His first non-fiction book, Heroes For My Son, is a collection of heroes—from Jim Henson to Rosa Parks—that he’s been working on since the day his son was born and is on sale May 11. His newest thriller, The Inner Circle, will be released in January 2011. You can read far more about him at www.BradMeltzer.com.
Heidi Says . . . I knew, as soon as I received the press information on this book, that it would be a keeper. I was right! In a day and age when so many young people are choosing the wrong heroes, Brad Meltzer has put together a book filled with worthy heroes – people whose lives are worth looking at for examples of how we should live.
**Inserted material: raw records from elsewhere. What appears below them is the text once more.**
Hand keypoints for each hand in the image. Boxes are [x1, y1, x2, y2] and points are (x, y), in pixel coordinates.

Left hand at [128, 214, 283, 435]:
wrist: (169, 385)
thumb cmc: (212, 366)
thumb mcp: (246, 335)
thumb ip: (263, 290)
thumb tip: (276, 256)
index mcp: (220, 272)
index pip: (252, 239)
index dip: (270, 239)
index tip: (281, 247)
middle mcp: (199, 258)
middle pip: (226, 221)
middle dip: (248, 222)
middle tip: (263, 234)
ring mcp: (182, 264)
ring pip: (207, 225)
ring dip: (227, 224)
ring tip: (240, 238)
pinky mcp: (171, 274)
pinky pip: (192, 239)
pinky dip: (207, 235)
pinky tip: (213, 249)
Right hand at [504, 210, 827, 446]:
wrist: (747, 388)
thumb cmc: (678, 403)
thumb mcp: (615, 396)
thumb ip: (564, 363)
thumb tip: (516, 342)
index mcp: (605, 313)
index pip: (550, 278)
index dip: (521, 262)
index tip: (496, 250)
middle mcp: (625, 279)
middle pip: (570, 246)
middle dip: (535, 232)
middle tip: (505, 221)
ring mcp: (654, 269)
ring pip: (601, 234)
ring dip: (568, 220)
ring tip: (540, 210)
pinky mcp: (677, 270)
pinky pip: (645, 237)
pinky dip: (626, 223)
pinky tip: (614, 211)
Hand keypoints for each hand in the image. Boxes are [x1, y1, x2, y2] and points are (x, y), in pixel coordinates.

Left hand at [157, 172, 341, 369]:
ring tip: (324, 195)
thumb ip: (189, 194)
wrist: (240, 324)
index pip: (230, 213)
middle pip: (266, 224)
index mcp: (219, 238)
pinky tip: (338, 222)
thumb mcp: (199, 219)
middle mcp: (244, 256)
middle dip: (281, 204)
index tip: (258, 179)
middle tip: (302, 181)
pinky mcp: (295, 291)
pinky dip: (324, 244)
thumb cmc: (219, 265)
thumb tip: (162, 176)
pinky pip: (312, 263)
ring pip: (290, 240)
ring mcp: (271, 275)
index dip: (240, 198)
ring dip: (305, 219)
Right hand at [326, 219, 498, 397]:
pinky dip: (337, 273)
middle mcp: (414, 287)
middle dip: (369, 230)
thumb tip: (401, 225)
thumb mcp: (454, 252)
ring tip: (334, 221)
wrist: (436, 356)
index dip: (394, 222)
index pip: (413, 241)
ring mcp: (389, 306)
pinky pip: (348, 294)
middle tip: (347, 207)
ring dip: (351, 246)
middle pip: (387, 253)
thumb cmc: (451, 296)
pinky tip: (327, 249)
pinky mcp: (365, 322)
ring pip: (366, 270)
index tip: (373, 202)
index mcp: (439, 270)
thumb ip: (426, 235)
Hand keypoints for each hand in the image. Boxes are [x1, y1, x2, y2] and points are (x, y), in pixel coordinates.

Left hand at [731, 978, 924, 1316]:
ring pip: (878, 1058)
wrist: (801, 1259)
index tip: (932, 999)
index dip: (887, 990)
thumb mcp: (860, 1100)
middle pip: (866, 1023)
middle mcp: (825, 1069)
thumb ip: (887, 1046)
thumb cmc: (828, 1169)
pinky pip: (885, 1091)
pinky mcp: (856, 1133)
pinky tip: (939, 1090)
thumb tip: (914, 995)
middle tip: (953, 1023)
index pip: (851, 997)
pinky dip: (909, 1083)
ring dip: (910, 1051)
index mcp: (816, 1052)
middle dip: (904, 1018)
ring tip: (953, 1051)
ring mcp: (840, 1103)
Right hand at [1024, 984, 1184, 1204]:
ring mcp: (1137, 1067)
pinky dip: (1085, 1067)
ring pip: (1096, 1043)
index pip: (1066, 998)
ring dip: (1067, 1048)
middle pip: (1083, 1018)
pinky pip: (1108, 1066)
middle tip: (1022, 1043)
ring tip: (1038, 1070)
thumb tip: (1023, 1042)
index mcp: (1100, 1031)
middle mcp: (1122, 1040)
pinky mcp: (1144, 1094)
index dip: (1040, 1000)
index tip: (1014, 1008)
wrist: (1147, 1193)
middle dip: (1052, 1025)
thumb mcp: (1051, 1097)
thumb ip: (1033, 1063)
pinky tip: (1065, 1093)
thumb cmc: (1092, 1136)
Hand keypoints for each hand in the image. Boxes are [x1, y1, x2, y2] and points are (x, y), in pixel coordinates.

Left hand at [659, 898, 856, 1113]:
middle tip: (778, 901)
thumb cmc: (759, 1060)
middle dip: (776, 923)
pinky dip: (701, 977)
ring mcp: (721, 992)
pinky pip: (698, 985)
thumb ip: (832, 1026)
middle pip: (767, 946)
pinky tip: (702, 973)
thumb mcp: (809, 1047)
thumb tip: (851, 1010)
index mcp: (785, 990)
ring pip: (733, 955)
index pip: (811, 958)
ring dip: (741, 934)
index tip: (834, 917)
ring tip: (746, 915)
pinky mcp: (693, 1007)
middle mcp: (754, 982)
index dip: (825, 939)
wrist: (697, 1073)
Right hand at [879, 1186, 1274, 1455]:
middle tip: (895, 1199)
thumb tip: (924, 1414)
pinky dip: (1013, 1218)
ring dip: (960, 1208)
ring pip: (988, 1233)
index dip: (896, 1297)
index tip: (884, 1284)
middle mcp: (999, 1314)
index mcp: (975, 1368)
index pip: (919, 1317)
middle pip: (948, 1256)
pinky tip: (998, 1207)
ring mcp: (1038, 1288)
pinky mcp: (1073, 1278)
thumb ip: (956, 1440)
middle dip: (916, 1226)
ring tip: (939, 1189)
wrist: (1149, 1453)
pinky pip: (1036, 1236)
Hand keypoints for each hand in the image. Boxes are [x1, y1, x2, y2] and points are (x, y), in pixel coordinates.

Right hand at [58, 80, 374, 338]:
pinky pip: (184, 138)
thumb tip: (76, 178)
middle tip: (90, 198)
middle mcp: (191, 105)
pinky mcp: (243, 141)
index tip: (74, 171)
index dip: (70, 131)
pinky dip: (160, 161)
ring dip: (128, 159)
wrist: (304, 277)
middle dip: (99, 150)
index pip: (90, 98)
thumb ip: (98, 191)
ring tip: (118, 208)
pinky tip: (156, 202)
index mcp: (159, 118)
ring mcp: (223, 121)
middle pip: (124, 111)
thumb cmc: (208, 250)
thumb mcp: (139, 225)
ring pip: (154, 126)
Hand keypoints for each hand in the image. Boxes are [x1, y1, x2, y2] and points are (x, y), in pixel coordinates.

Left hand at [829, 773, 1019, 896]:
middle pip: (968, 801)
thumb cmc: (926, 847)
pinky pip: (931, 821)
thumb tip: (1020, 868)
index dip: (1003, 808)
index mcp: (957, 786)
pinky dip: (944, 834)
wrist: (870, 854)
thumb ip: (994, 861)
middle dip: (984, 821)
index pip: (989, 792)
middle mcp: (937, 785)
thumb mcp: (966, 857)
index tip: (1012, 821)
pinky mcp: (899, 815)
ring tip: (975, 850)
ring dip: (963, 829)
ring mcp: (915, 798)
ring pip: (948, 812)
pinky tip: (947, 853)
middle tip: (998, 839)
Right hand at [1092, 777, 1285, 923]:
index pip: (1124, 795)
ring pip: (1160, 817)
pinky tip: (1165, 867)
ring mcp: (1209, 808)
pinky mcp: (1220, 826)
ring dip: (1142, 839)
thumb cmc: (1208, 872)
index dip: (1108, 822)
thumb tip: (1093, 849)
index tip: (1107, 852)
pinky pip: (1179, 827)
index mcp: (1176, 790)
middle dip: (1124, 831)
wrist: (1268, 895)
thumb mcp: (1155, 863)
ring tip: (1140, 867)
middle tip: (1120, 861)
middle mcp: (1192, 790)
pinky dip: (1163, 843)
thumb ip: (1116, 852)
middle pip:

Brad’s inspiration for writing the book? Becoming a new dad, and thinking of all the responsibilities parenthood brings. He filled this book with stories of heroes whose lives are worth emulating. Heroes include the obvious, like George Washington and Rosa Parks; those that are familiar, like Jim Henson and Eleanor Roosevelt; and the lesser-known, such as Frank Shankwitz and Barbara Johns (if you don’t know who these people are, buy the book!)
Each hero receives a 2-page spread in this book. The pages look old – rather like parchment paper – and appear much like an old photograph album (love that). On the left-hand side, you’ll find the hero’s name and what they are famous for, along with a picture, and an interesting fact. The right-hand side contains more detailed facts (written in a very engaging tone), and a quote (either by the hero, or by someone else speaking of the hero).
Each account is interesting. The one that really stood out to me last night was about Mr. Rogers (yes, loved the guy!) One of his quotes really struck me —
“When a bubble’s gone, you don’t see it anymore with your eyes. And when an opera is over, you don’t hear it anymore with your ears. But you can remember it. You can remember what bubbles look like and what operas sound like and what friends feel like. And you’ll always have them with you in your memory.” ~Fred Rogers
This book is worth reading and sharing.